Ecological passive house built on tight budget

Ecological passive house built on tight budget

Despite some setbacks, this passive house in Roscommon managed to meet the passive house standard for fairly standard costs — all while emphasising natural materials like untreated timber, cellulose and sheep’s wool.

Art Timmins had been thinking about changing his living space for years, and had explored a range of refurbishment possibilities before deciding to start again with a new-build passive house. “We were living on the side of a mountain in a 150-year old three-room cottage with an extension,” he says, “I’m after going from one extreme to the other.”

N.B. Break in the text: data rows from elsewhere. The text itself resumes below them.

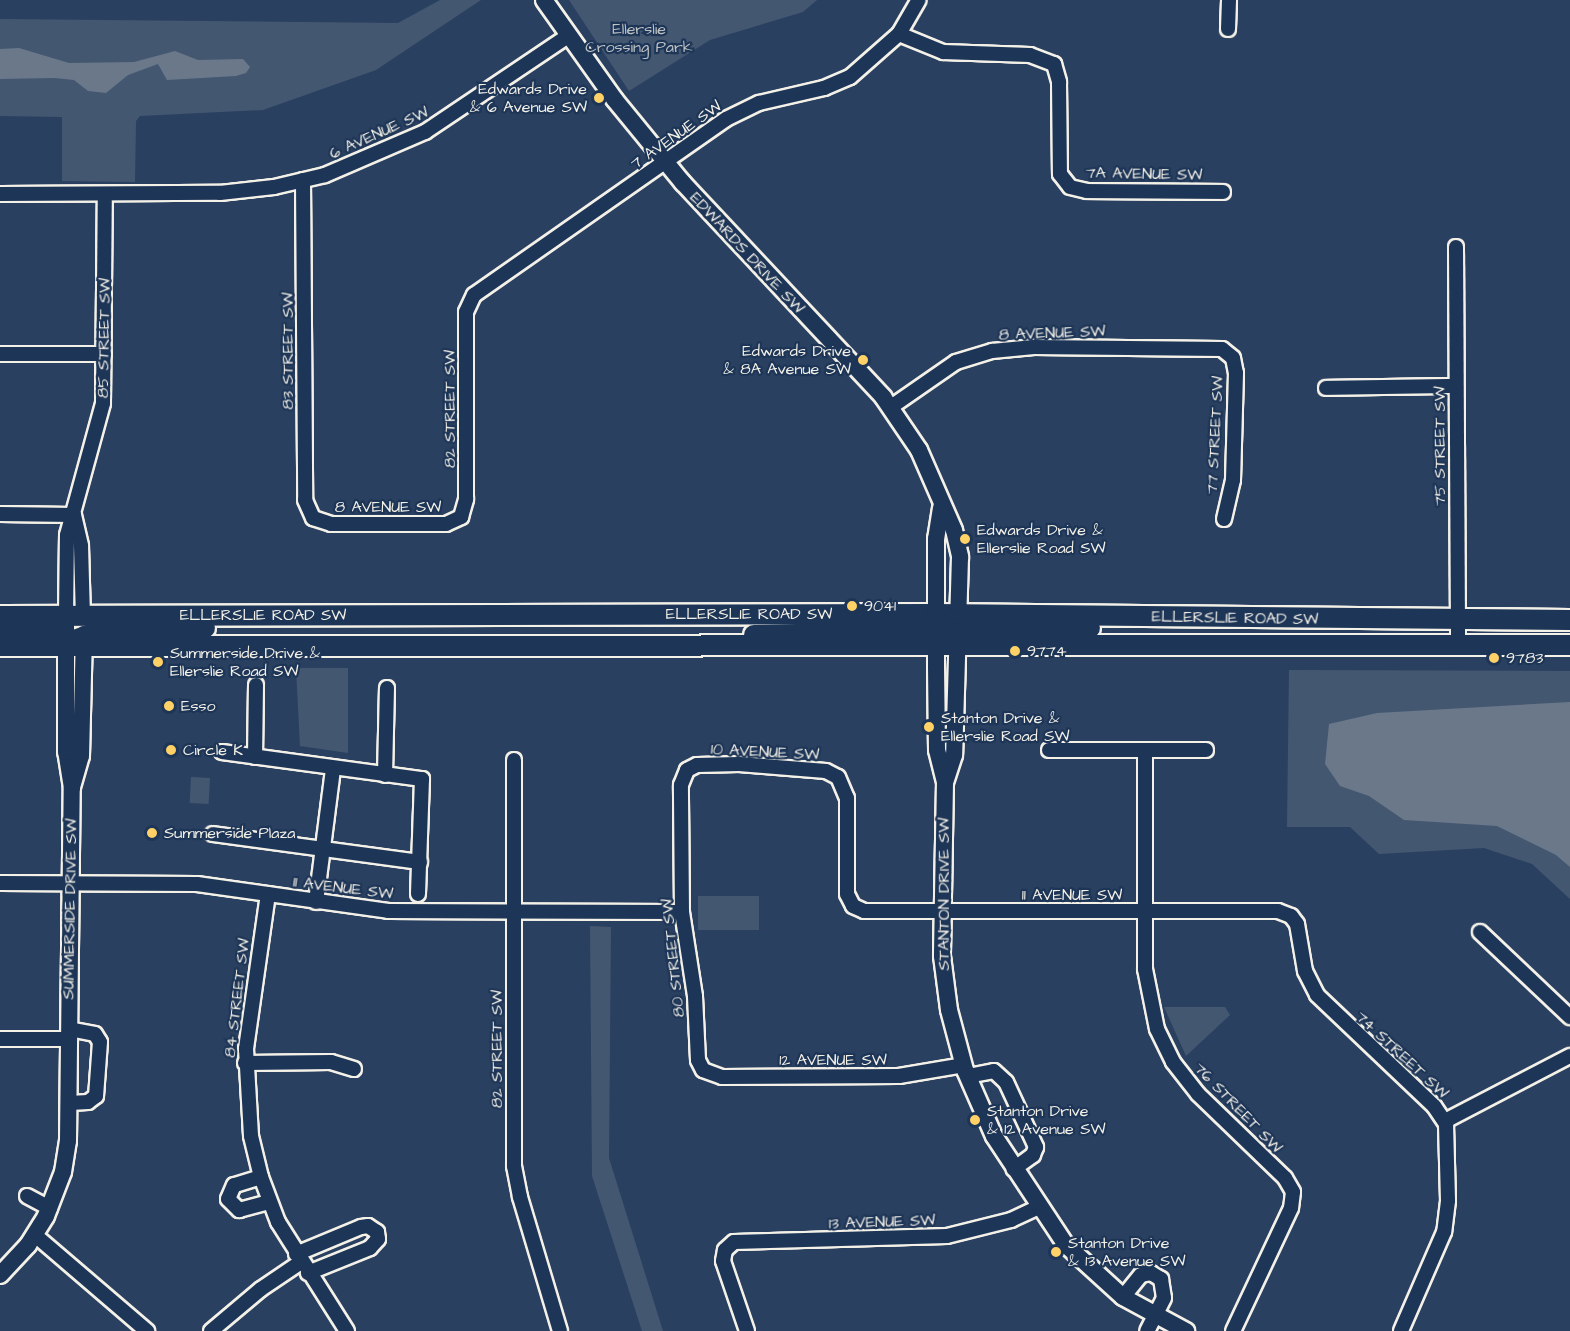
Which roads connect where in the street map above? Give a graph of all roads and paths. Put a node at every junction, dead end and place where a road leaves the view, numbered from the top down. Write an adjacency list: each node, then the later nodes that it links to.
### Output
1 (544, 0): 6 (street, EDWARDS DRIVE SW)
2 (919, 0): 5 (street, 7 AVENUE SW)
3 (1228, 0): 4 (street)
4 (1228, 28)
5 (899, 34): 7 (street, 7 AVENUE SW); 9 (street, 7A AVENUE SW)
6 (568, 36): 7 (street, EDWARDS DRIVE SW); 8 (street, 6 AVENUE SW)
7 (665, 162): 13 (street, 7 AVENUE SW); 19 (street, EDWARDS DRIVE SW)
8 (303, 180): 11 (street, 6 AVENUE SW); 24 (street, 83 STREET SW)
9 (1223, 192)
10 (0, 194): 11 (street, 6 AVENUE SW)
11 (105, 194): 16 (street, 85 STREET SW)
12 (1456, 248): 17 (street, 75 STREET SW)
13 (470, 300): 23 (street, 82 STREET SW)
14 (1229, 353): 19 (street, 8 AVENUE SW); 25 (street, 77 STREET SW)
15 (0, 354): 16 (street)
16 (104, 354): 22 (street, 85 STREET SW)
17 (1456, 386): 18 (street); 27 (street, 75 STREET SW)
18 (1326, 388)
19 (891, 406): 20 (street, EDWARDS DRIVE SW)
20 (941, 508): 31 (street, EDWARDS DRIVE SW); 32 (street, EDWARDS DRIVE SW)
21 (0, 514): 22 (street)
22 (74, 514): 30 (street, 85 STREET SW)
23 (461, 517): 24 (street, 8 AVENUE SW)
24 (313, 518)
25 (1224, 519)
26 (0, 616): 30 (main road, ELLERSLIE ROAD SW)
27 (1458, 619): 28 (main road, ELLERSLIE ROAD SW); 32 (main road, ELLERSLIE ROAD SW); 33 (street, 75 STREET SW)
28 (1570, 620)
29 (0, 631): 30 (main road)
30 (75, 631): 31 (main road, ELLERSLIE ROAD SW); 31 (main road, ELLERSLIE ROAD SW); 35 (main road, ELLERSLIE ROAD SW); 52 (street, SUMMERSIDE DRIVE SW)
31 (937, 631): 32 (main road, ELLERSLIE ROAD SW); 32 (main road); 47 (street, STANTON DRIVE SW)
32 (960, 631): 33 (main road, ELLERSLIE ROAD SW); 47 (street, STANTON DRIVE SW)
33 (1458, 644): 34 (main road, ELLERSLIE ROAD SW)
34 (1570, 645)
35 (0, 646)
36 (256, 685): 42 (street)
37 (387, 688): 46 (street)
38 (1049, 750): 39 (street)
39 (1145, 750): 40 (street); 57 (street, 76 STREET SW)
40 (1206, 750)
41 (222, 752): 42 (street)
42 (255, 757): 44 (street)
43 (514, 760): 58 (street, 82 STREET SW)
44 (333, 769): 46 (street); 49 (street)
45 (687, 770): 56 (street, 10 AVENUE SW); 59 (street, 80 STREET SW)
46 (386, 775): 50 (street)
47 (945, 782): 60 (street, STANTON DRIVE SW)
48 (213, 834): 49 (street)
49 (324, 850): 50 (street); 55 (street)
50 (420, 862): 54 (street)
51 (0, 883): 52 (street, 11 AVENUE SW)
52 (70, 883): 53 (street, 11 AVENUE SW); 64 (street, SUMMERSIDE DRIVE SW)
53 (268, 894): 55 (street, 11 AVENUE SW); 67 (street, 84 STREET SW)
54 (418, 894)
55 (316, 902): 58 (street, 11 AVENUE SW)
56 (853, 906): 60 (street, 11 AVENUE SW)
57 (1145, 911): 60 (street, 11 AVENUE SW); 61 (street, 11 AVENUE SW); 90 (street, 76 STREET SW)
58 (514, 912): 59 (street, 11 AVENUE SW); 87 (street, 82 STREET SW)
59 (682, 912): 70 (street, 80 STREET SW)
60 (941, 912): 69 (street, STANTON DRIVE SW)
61 (1291, 916): 72 (street, 74 STREET SW)
62 (1480, 932): 63 (street)
63 (1570, 1017)
64 (69, 1034): 65 (street); 71 (street, SUMMERSIDE DRIVE SW); 71 (street)
65 (0, 1039)
66 (1570, 1056): 72 (street)
67 (245, 1063): 68 (street); 74 (street, 84 STREET SW)
68 (354, 1069)
69 (966, 1070): 70 (street, 12 AVENUE SW); 73 (street, STANTON DRIVE SW); 73 (street)
70 (703, 1071)
71 (70, 1103): 78 (street, SUMMERSIDE DRIVE SW)
72 (1445, 1121): 91 (street, 74 STREET SW)
73 (1014, 1169): 77 (street, STANTON DRIVE SW)
74 (261, 1177): 76 (street, 84 STREET SW); 76 (street)
75 (27, 1196): 78 (street)
76 (269, 1202): 80 (street, 84 STREET SW)
77 (1039, 1207): 82 (street, STANTON DRIVE SW); 88 (street, 13 AVENUE SW)
78 (50, 1208): 79 (street, SUMMERSIDE DRIVE SW)
79 (35, 1235): 81 (street, SUMMERSIDE DRIVE SW); 84 (street)
80 (302, 1263): 80 (street); 85 (street); 86 (street, 84 STREET SW)
81 (0, 1275)
82 (1123, 1297): 83 (street, STANTON DRIVE SW); 83 (street)
83 (1151, 1324): 89 (street, STANTON DRIVE SW)
84 (147, 1331)
85 (211, 1331)
86 (347, 1331)
87 (560, 1331)
88 (747, 1331)
89 (1186, 1331)
90 (1233, 1331)
91 (1401, 1331)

He moved into his new passive house in March, so he hasn’t yet had a full heating season to compare old with new. The old cottage, however, was swallowing €3,500 worth of heating oil every year, so at the very least, the savings should be dramatic. Art had known Roman Szypura of Clíoma House from an insulation project Roman had carried out for Art years before. Because that experience had been so positive, Art approached Roman when he needed to build a new house from scratch.

Raft foundation with Quinn Lite blocks
Raft foundation with Quinn Lite blocks

“He had a really tight budget,” Roman explains, “so he got into contact with me and asked if it would be possible to build a passive house for €200,000. This was a 218 square metre house – so 200K is a tight budget. But I said it could be done.”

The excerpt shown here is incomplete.